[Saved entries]
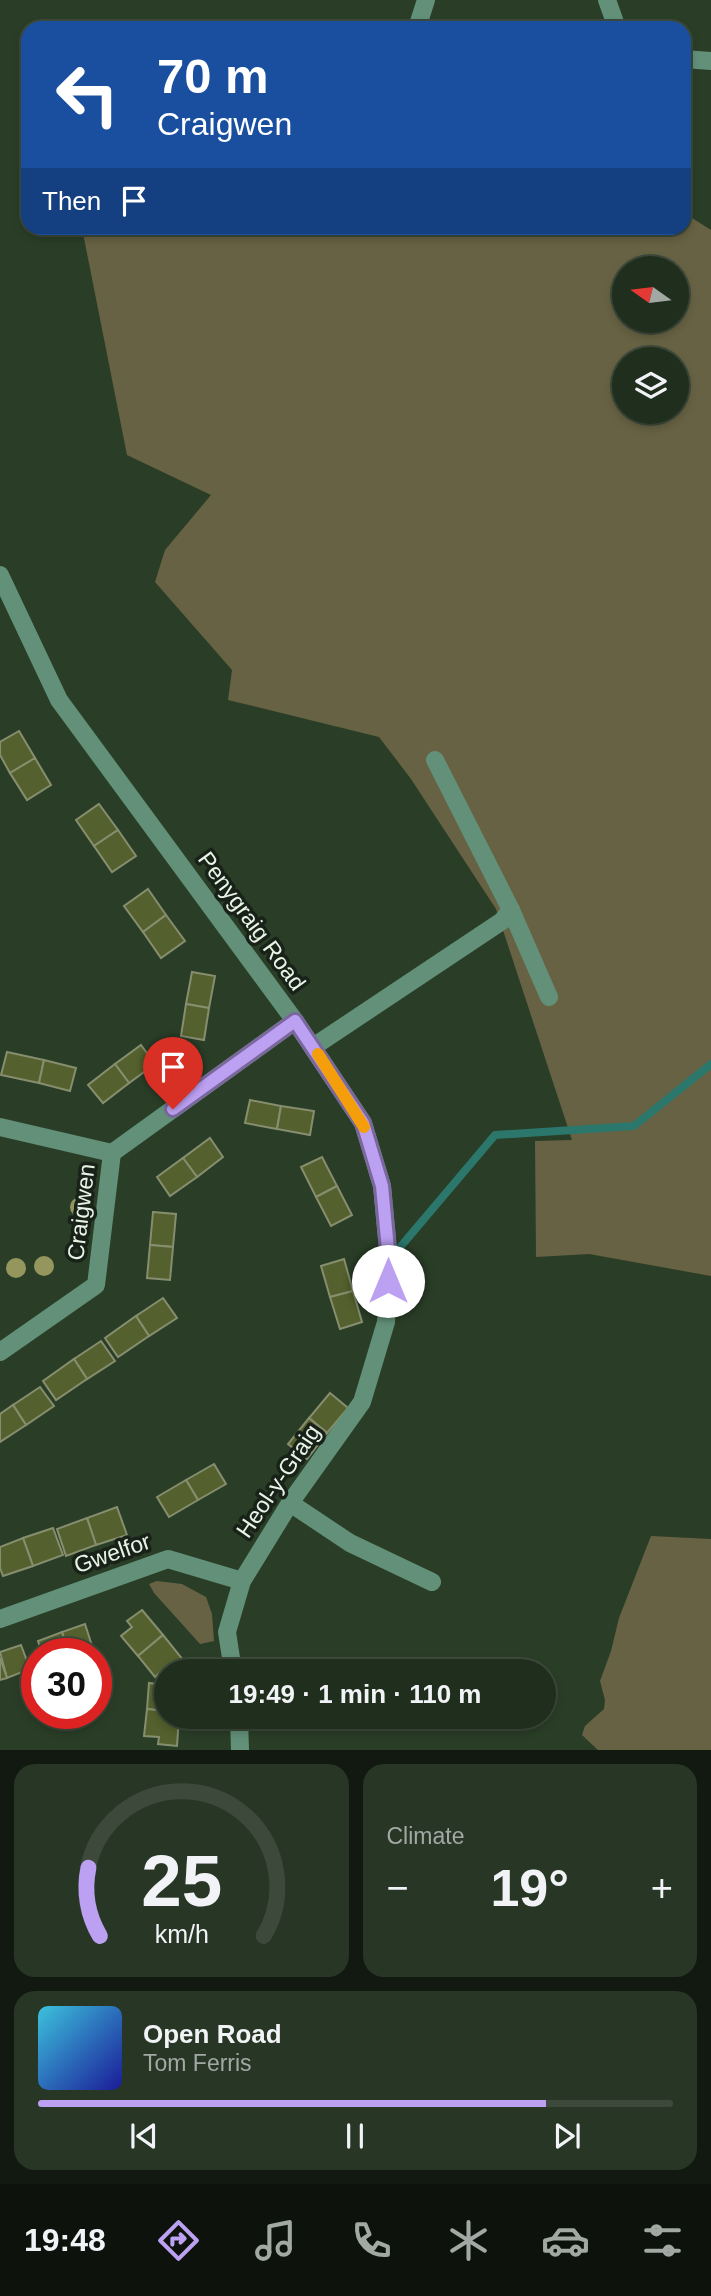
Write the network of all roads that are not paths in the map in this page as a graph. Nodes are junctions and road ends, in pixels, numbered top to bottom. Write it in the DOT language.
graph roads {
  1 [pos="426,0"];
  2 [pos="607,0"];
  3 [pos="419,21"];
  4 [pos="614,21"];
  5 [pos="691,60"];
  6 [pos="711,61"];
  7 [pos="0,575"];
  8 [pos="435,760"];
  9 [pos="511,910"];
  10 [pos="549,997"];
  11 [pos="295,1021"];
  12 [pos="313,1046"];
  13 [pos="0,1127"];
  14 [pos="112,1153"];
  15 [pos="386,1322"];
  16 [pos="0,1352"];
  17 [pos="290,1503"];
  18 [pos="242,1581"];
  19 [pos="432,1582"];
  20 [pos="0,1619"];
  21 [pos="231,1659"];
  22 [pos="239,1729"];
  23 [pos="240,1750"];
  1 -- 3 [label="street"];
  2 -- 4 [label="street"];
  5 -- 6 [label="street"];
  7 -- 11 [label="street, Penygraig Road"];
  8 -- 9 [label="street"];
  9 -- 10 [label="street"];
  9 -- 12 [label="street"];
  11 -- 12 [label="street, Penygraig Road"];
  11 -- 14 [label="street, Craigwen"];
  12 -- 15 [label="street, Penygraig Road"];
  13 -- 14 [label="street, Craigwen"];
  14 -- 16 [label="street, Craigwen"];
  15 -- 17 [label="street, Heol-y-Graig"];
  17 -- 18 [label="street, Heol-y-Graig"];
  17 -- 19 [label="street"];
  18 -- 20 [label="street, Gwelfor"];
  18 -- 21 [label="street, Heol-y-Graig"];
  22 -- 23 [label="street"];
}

---

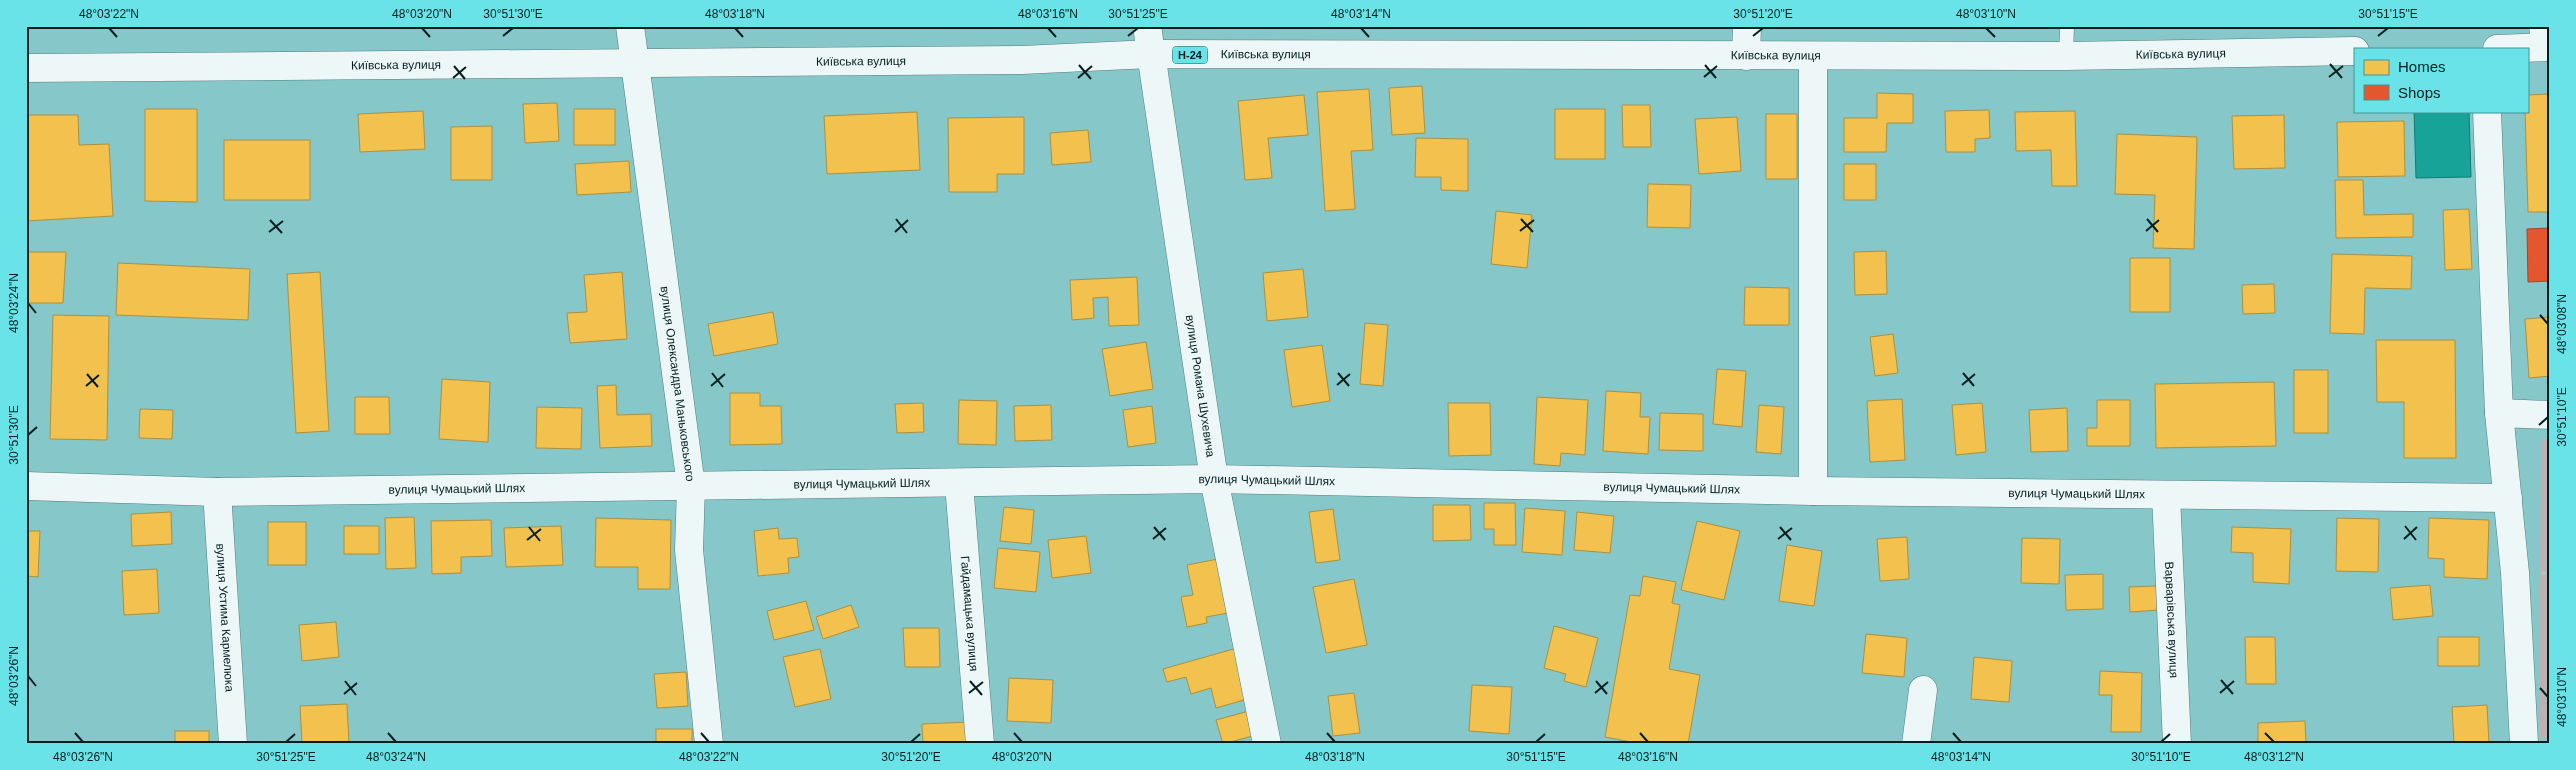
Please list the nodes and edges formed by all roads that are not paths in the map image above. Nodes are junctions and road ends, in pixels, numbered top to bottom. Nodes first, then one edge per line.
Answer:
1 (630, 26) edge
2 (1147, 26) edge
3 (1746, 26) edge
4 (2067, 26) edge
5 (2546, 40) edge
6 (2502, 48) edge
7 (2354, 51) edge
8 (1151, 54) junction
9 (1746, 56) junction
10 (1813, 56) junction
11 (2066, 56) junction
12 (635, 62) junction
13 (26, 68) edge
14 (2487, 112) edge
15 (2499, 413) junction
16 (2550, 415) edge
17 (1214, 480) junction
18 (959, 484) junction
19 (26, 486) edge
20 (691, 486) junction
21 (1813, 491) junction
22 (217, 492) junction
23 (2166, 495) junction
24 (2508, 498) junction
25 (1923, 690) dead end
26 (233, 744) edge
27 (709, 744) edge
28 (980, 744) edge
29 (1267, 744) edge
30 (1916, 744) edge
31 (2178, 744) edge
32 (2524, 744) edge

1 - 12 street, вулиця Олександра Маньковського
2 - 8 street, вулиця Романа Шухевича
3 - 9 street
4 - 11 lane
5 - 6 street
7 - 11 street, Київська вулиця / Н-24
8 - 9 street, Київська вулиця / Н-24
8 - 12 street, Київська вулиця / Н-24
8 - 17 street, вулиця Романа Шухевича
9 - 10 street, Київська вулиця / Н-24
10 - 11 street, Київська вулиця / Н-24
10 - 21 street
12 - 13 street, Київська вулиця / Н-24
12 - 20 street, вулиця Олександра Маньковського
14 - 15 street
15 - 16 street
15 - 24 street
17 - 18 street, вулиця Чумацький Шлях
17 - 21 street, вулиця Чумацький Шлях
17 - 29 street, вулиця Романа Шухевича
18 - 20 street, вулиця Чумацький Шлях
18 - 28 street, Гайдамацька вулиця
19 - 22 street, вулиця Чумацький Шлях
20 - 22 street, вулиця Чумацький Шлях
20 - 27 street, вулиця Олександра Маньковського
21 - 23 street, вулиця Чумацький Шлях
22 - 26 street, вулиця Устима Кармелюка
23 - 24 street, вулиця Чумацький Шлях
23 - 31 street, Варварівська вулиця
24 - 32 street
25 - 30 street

DIRECTIONS FOR THIS TASK: Which of the lines above hold the string "Шухевича"? Copy each one.

EXERCISE SOLUTION:
2 - 8 street, вулиця Романа Шухевича
8 - 17 street, вулиця Романа Шухевича
17 - 29 street, вулиця Романа Шухевича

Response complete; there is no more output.